Does your weight affect your self worth and how social you are around people?

Does your weight affect you?

  • Yes, it affects my self worth, and i usually just hate being social most often because of it.

    Votes: 14 73.7%
  • It a-f-f-e-c-t-e-d me at a time, but I lost weight and now things are much better.

    Votes: 5 26.3%
  • I am overweight and have social anxiety and it doesn't affect me.

    Votes: 0 0.0%

  • Total voters
    19

voodoochild16

Well-known member
Hey all, I am just wondering if anyone here that feels that they are obese, and have people tell you all the time that you look fine, but deep inside you still feel like you are overweight and that you dont feel like being social because of it?.

Anyone skinny that is reading this, won't get it, you seriously have to be fat with SA to know what im talking about.
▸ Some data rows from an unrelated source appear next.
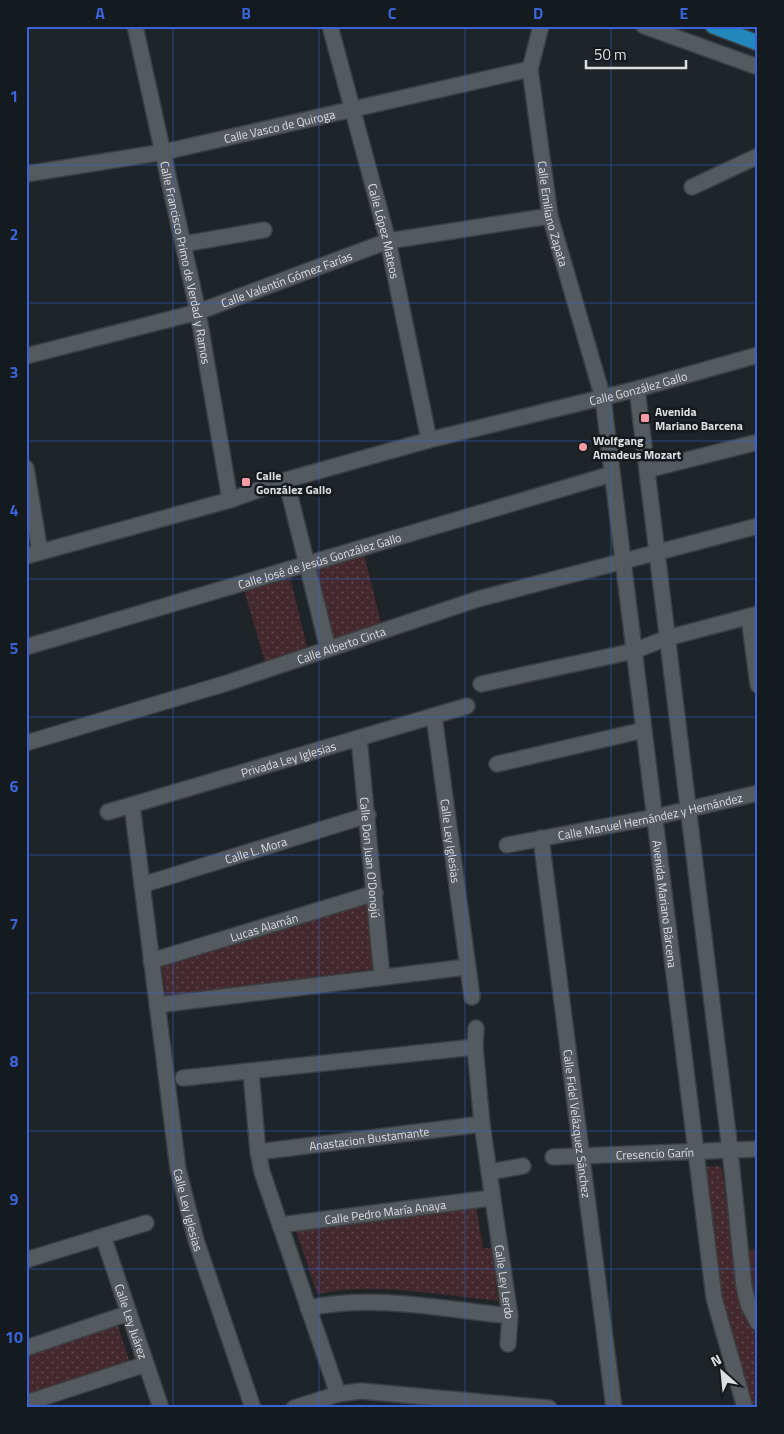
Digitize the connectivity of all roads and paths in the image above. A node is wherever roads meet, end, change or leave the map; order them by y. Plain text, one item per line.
1 (135, 26) edge
2 (330, 26) edge
3 (541, 26) edge
4 (644, 26) edge
5 (713, 26) edge
6 (758, 43) edge
7 (758, 67) edge
8 (530, 69) junction
9 (353, 109) junction
10 (164, 152) junction
11 (758, 156) edge
12 (26, 174) edge
13 (692, 187) dead end
14 (550, 216) junction
15 (264, 230) dead end
16 (388, 241) junction
17 (184, 244) junction
18 (198, 312) junction
19 (758, 355) edge
20 (26, 356) edge
21 (637, 390) junction
22 (603, 398) junction
23 (429, 440) junction
24 (758, 442) edge
25 (26, 468) edge
26 (646, 470) junction
27 (612, 474) junction
28 (286, 480) junction
29 (230, 500) junction
30 (758, 526) edge
31 (657, 552) junction
32 (33, 554) edge
33 (623, 561) junction
34 (307, 564) junction
35 (753, 615) edge
36 (667, 638) junction
37 (26, 647) edge
38 (328, 649) junction
39 (634, 651) junction
40 (481, 684) dead end
41 (758, 684) edge
42 (467, 706) dead end
43 (434, 716) junction
44 (644, 730) junction
45 (360, 738) junction
46 (26, 743) edge
47 (497, 764) dead end
48 (758, 793) edge
49 (132, 805) junction
50 (688, 809) junction
51 (108, 812) dead end
52 (368, 816) junction
53 (655, 816) junction
54 (542, 838) junction
55 (507, 845) dead end
56 (142, 885) junction
57 (376, 893) junction
58 (151, 961) junction
59 (467, 967) junction
60 (382, 977) junction
61 (472, 997) dead end
62 (157, 1005) junction
63 (476, 1028) dead end
64 (475, 1047) junction
65 (251, 1073) junction
66 (183, 1078) dead end
67 (482, 1124) junction
68 (758, 1148) edge
69 (730, 1150) junction
70 (696, 1151) junction
71 (258, 1152) junction
72 (582, 1156) junction
73 (552, 1158) dead end
74 (523, 1166) dead end
75 (489, 1172) junction
76 (491, 1198) junction
77 (146, 1222) dead end
78 (280, 1225) junction
79 (103, 1236) junction
80 (26, 1260) edge
81 (308, 1308) junction
82 (129, 1313) junction
83 (510, 1316) junction
84 (758, 1324) edge
85 (508, 1344) dead end
86 (26, 1348) edge
87 (146, 1364) junction
88 (338, 1394) junction
89 (26, 1403) edge
90 (509, 1406) edge
91 (161, 1408) edge
92 (253, 1408) edge
93 (294, 1408) edge
94 (549, 1408) edge
95 (614, 1408) edge
96 (745, 1408) edge

1 - 10 street, Calle Francisco Primo de Verdad y Ramos
2 - 9 street, Calle López Mateos
3 - 8 street, Calle Emiliano Zapata
4 - 7 street
5 - 6 main road
8 - 9 street, Calle Vasco de Quiroga
8 - 14 street, Calle Emiliano Zapata
9 - 10 street, Calle Vasco de Quiroga
9 - 16 street, Calle López Mateos
10 - 12 street, Calle Vasco de Quiroga
10 - 17 street, Calle Francisco Primo de Verdad y Ramos
11 - 13 street
14 - 16 street, Calle Valentín Gómez Farías
14 - 22 street, Calle Emiliano Zapata
15 - 17 street
16 - 18 street, Calle Valentín Gómez Farías
16 - 23 street, Calle López Mateos
17 - 18 street, Calle Francisco Primo de Verdad y Ramos
18 - 20 street, Calle Valentín Gómez Farías
18 - 29 street, Calle Francisco Primo de Verdad y Ramos
19 - 21 street, Calle González Gallo
21 - 22 street, Calle González Gallo
21 - 26 street
22 - 23 street, Calle González Gallo
22 - 27 street, Avenida Mariano Bárcena
23 - 28 street, Calle González Gallo
24 - 26 street
25 - 32 street
26 - 31 street
27 - 33 street, Avenida Mariano Bárcena
27 - 34 street, Calle José de Jesús González Gallo
28 - 29 street, Calle González Gallo
28 - 34 street
29 - 32 street, Calle González Gallo
30 - 31 street, Calle Alberto Cinta
31 - 33 street, Calle Alberto Cinta
31 - 36 street
33 - 38 street, Calle Alberto Cinta
33 - 39 street, Avenida Mariano Bárcena
34 - 37 street, Calle José de Jesús González Gallo
34 - 38 street
35 - 36 street
35 - 41 street
36 - 39 street
36 - 50 street
38 - 46 street, Calle Alberto Cinta
39 - 40 street
39 - 44 street, Avenida Mariano Bárcena
42 - 43 street, Privada Ley Iglesias
43 - 45 street, Privada Ley Iglesias
43 - 59 street, Calle Ley Iglesias
44 - 47 street
44 - 53 street, Avenida Mariano Bárcena
45 - 49 street, Privada Ley Iglesias
45 - 52 street, Calle Don Juan O'Donojú
48 - 50 street, Calle Manuel Hernández y Hernández
49 - 51 street, Privada Ley Iglesias
49 - 56 street, Calle Ley Iglesias
50 - 53 street, Calle Manuel Hernández y Hernández
50 - 69 street
52 - 56 street, Calle L. Mora
52 - 57 street, Calle Don Juan O'Donojú
53 - 54 street, Calle Manuel Hernández y Hernández
53 - 70 street, Avenida Mariano Bárcena
54 - 55 street, Calle Manuel Hernández y Hernández
54 - 72 street, Calle Fidel Velázquez Sánchez
56 - 58 street, Calle Ley Iglesias
57 - 58 street, Lucas Alamán
57 - 60 street, Calle Don Juan O'Donojú
58 - 62 street, Calle Ley Iglesias
59 - 60 street
59 - 61 street, Calle Ley Iglesias
60 - 62 street
62 - 92 street, Calle Ley Iglesias
63 - 64 street, Calle Ley Lerdo
64 - 65 street
64 - 67 street, Calle Ley Lerdo
65 - 66 street
65 - 71 street
67 - 71 street, Anastacion Bustamante
67 - 75 street, Calle Ley Lerdo
68 - 69 street, Cresencio Garín
69 - 70 street, Cresencio Garín
69 - 84 street
70 - 72 street, Cresencio Garín
70 - 96 street, Avenida Mariano Bárcena
71 - 78 street
72 - 73 street, Cresencio Garín
72 - 95 street, Calle Fidel Velázquez Sánchez
74 - 75 street
75 - 76 street, Calle Ley Lerdo
76 - 78 street, Calle Pedro María Anaya
76 - 83 street, Calle Ley Lerdo
77 - 79 street
78 - 81 street
79 - 80 street
79 - 82 street, Calle Ley Juárez
81 - 83 street, Calle Ley Lerdo
81 - 88 street
82 - 86 street
82 - 87 street, Calle Ley Juárez
83 - 85 street
87 - 89 street
87 - 91 street, Calle Ley Juárez
88 - 90 street
88 - 93 street
90 - 94 street

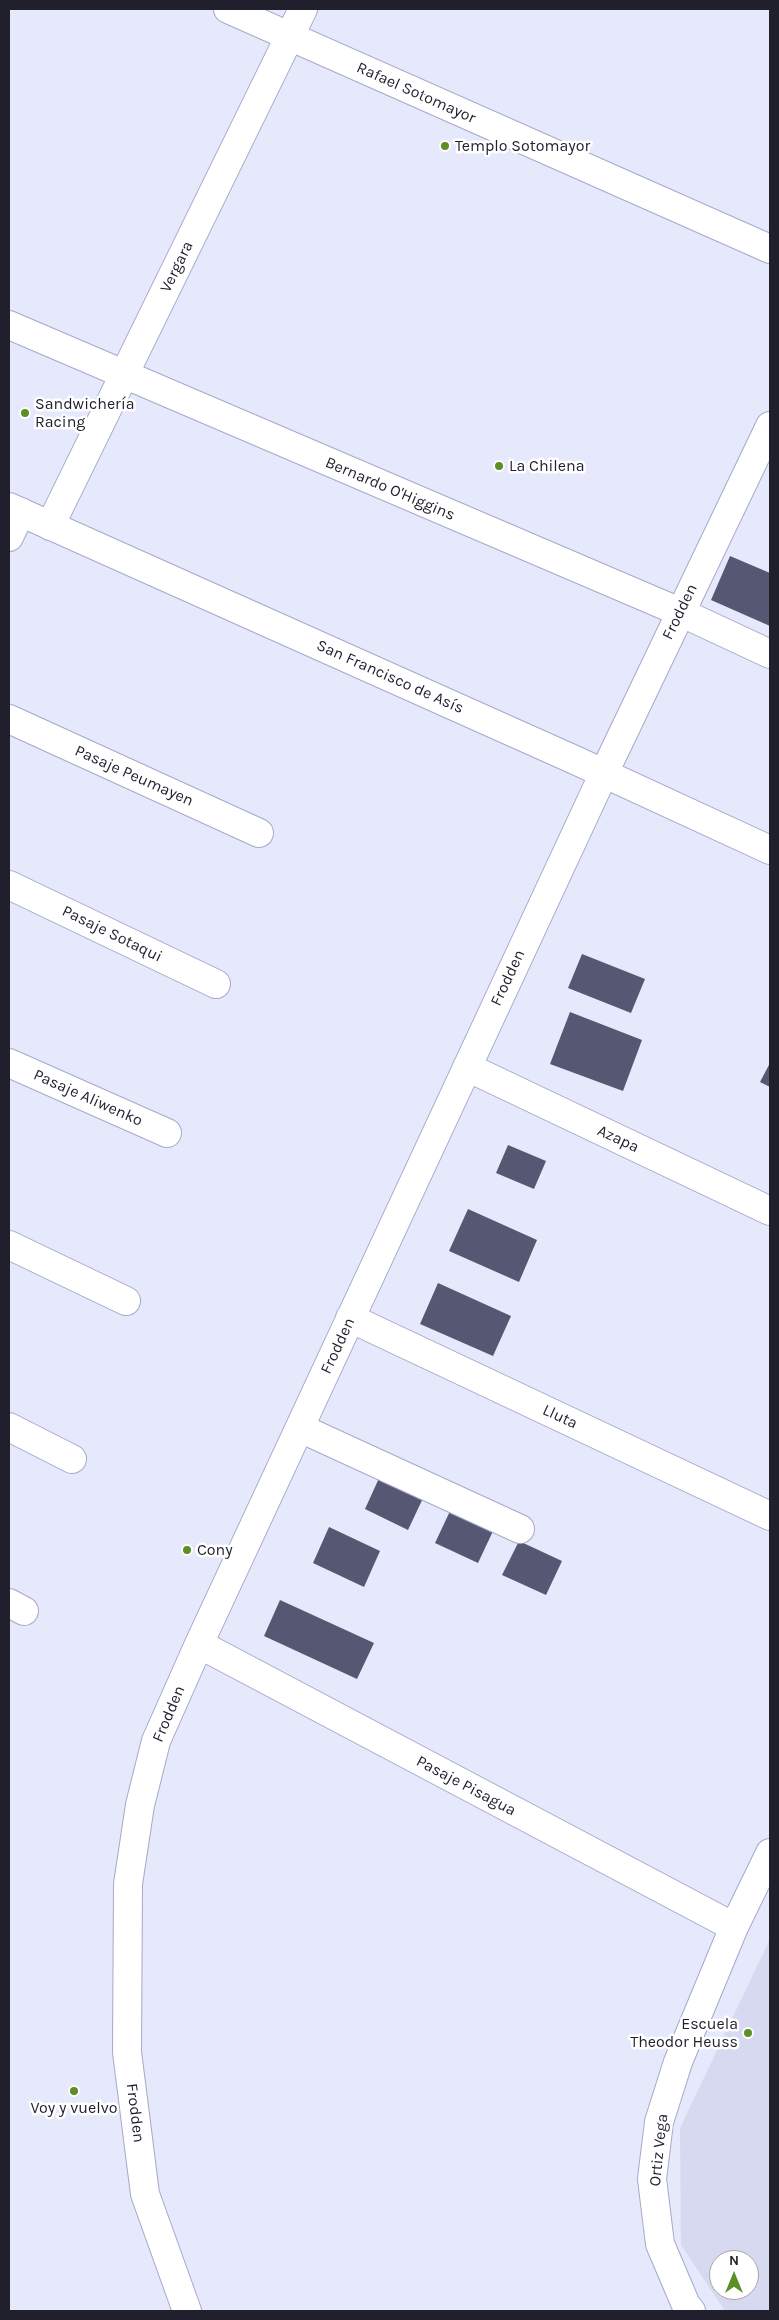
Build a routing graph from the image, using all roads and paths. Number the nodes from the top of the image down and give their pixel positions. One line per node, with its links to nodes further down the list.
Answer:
1 (228, 9): 3 (street, Rafael Sotomayor)
2 (304, 9): 3 (street, Vergara)
3 (290, 38): 4 (street, Rafael Sotomayor); 6 (street, Vergara)
4 (770, 249)
5 (9, 325): 6 (street, Bernardo O'Higgins)
6 (124, 375): 9 (street, Vergara); 11 (street, Bernardo O'Higgins)
7 (770, 426): 11 (street, Frodden)
8 (15, 510): 9 (street, San Francisco de Asís); 10 (street)
9 (50, 526): 14 (street, San Francisco de Asís)
10 (9, 537)
11 (680, 612): 12 (street, Bernardo O'Higgins); 14 (street, Frodden)
12 (770, 654)
13 (9, 719): 15 (street, Pasaje Peumayen)
14 (604, 773): 16 (street, San Francisco de Asís); 20 (street, Frodden)
15 (260, 833)
16 (770, 850)
17 (9, 885): 18 (street, Pasaje Sotaqui)
18 (216, 984)
19 (9, 1063): 21 (street, Pasaje Aliwenko)
20 (467, 1067): 22 (street, Azapa); 25 (street, Frodden)
21 (166, 1133)
22 (770, 1211)
23 (9, 1245): 24 (street)
24 (126, 1301)
25 (350, 1318): 27 (street, Frodden); 29 (street, Lluta)
26 (9, 1428): 28 (street)
27 (300, 1428): 30 (street); 31 (street, Frodden)
28 (72, 1459)
29 (770, 1516)
30 (520, 1529)
31 (198, 1644): 33 (street, Pasaje Pisagua); 34 (street, Frodden)
32 (770, 1853): 33 (street, Ortiz Vega)
33 (734, 1927): 35 (street, Ortiz Vega)
34 (187, 2311)
35 (691, 2311)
Any ways, post your responses on what you guys think and in the mean time, I'm posting a poll about it to see what a fair amount of statistics show.
 

Klonoa

Well-known member
Yes, I absolutely hated and despised myself for it. I lost 10 KGs (22 LBs) in 2 months and I feel much, MUCH better and secure about myself after it, I really enjoy how I even look younger than I actually am (people thinking I'm 17 or 18!) and my face isn't ugly/old, but a more youthful "pretty boy" kinda face.


I know it'll sound super selfish and egoist, but I feel loosing weight was the best choice of my life.

I also now move way faster and react faster in boxing too! The bad part is that I get faster because I'm still getting used to my "new" slim body.
 

Marc7

Well-known member
It doesn't affect me socially but it makes me self conscious and worried that people are going to talk about me. Also it makes me anxious going to places where people are not overweight or chubby. Also I get anxious, conscious, and worried for my family member that people are going to talk about that person too. It affects my self worth because I'm thinking to myself in my head that people who maintain their weight or loss weight are better than me.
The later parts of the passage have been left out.